Dataface Tasks

Adoption hardening for internal teams

IDM2_INTERNAL_ADOPTION_DESIGN_PARTNERS-MCP_ANALYST_AGENT-01
Statusnot_started
Priorityp1
Milestonem2-internal-adoption-design-partners
Ownerdata-ai-engineer-architect

Problem

The MCP server and tools were built for a single-team pilot and break down under broader use. Different teams have different data source configurations, dbt project layouts, and query patterns that expose edge cases in adapter resolution, schema inspection, and YAML compilation. Error handling is inconsistent — some failures return structured error objects while others surface raw Python tracebacks. Connection lifecycle management, caching behavior, and concurrent tool-call handling have not been stress-tested.
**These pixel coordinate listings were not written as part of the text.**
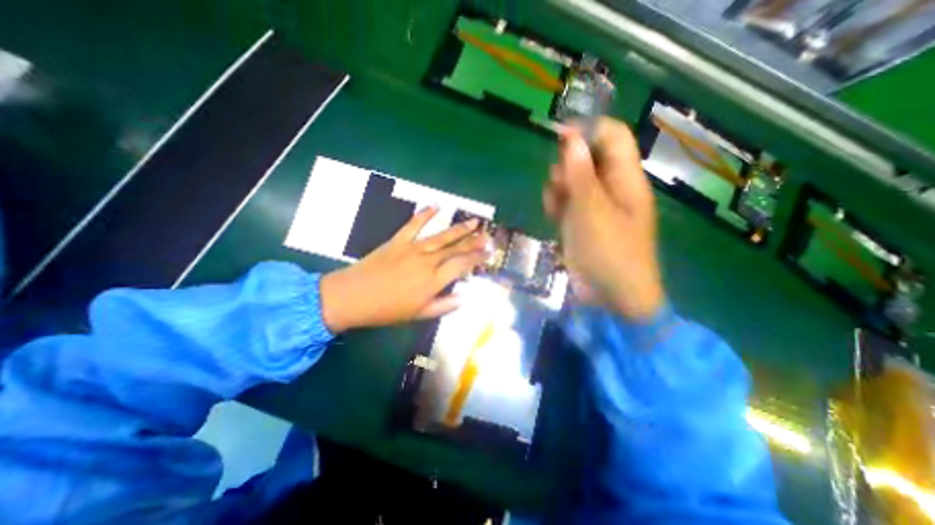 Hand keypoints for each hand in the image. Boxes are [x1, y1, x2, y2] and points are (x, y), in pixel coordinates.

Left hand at [320, 205, 485, 331]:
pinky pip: (414, 224)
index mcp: (433, 281)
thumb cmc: (386, 310)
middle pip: (455, 249)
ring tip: (474, 222)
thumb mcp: (417, 315)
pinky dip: (425, 214)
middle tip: (488, 235)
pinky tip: (436, 205)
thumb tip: (463, 298)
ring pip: (441, 236)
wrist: (352, 296)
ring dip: (459, 228)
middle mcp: (427, 261)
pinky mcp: (398, 241)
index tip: (489, 251)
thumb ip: (442, 306)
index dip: (477, 258)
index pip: (461, 265)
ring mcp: (412, 248)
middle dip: (474, 242)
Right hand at [541, 118, 664, 319]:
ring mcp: (596, 206)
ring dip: (559, 188)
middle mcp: (612, 188)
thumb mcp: (592, 211)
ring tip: (555, 205)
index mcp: (625, 179)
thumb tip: (572, 139)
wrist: (611, 296)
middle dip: (568, 166)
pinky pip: (567, 202)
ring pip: (573, 181)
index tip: (558, 136)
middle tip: (559, 185)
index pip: (612, 137)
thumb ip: (581, 175)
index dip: (587, 130)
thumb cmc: (609, 252)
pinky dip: (558, 205)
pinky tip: (554, 216)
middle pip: (588, 158)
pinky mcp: (582, 221) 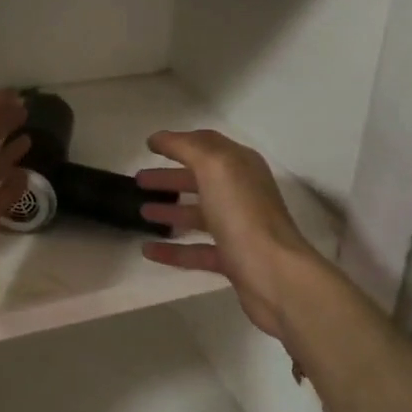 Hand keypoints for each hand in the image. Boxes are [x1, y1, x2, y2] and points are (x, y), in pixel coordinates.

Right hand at [136, 129, 317, 340]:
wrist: (273, 273)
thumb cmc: (242, 213)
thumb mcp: (214, 167)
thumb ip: (186, 147)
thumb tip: (160, 138)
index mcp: (241, 166)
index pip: (207, 145)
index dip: (178, 142)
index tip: (149, 147)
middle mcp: (242, 193)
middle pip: (200, 180)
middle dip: (169, 178)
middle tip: (138, 181)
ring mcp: (237, 228)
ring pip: (198, 214)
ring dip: (169, 211)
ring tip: (141, 211)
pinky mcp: (232, 259)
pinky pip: (196, 250)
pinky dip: (172, 250)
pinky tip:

Without hardening these paths, expanding to additional internal teams or design partners will generate a flood of support tickets and erode trust in the tooling.

Context

  • Pilot work proved the baseline flow for AI agent tool interfaces, execution workflows, and eval-driven behavior tuning, but repeated use by multiple internal teams and first design partners will surface reliability and UX edge cases that the pilot could work around manually.
  • This milestone is about turning a promising path into something teams can use predictably without bespoke engineering help, support heroics, or undocumented workarounds.
  • Expected touchpoints include dataface/ai/, MCP/tool contracts, cloud chat surfaces, eval runners, and prompt artifacts, plus any onboarding, validation, and issue-triage surfaces that repeatedly fail during broader adoption.

Possible Solutions

  • A - Fix only the currently visible blockers: fast, but it tends to preserve hidden fragility and leaves the next round of adopters to rediscover the same classes of issues.
  • B - Recommended: define an adoption-hardening checklist and close the highest-impact gaps: combine real usage review, targeted fixes, docs/runbook updates, and validation so repeated use becomes predictable.
  • C - Pause broader adoption until a larger redesign is finished: reduces short-term support load, but delays the real feedback this milestone is meant to capture.

Plan

  1. Review prototype/pilot outputs, open issues, and support friction to identify the top blockers to repeated team adoption of AI agent tool interfaces, execution workflows, and eval-driven behavior tuning.
  2. Turn those findings into a prioritized hardening scope that covers product behavior, docs/runbooks, and validation for the highest-risk flows.
  3. Land or queue the highest-impact fixes and document explicit known limits for anything intentionally left out of scope.
  4. Re-run representative multi-team or design-partner scenarios and update follow-up tasks based on what still fails or feels too brittle.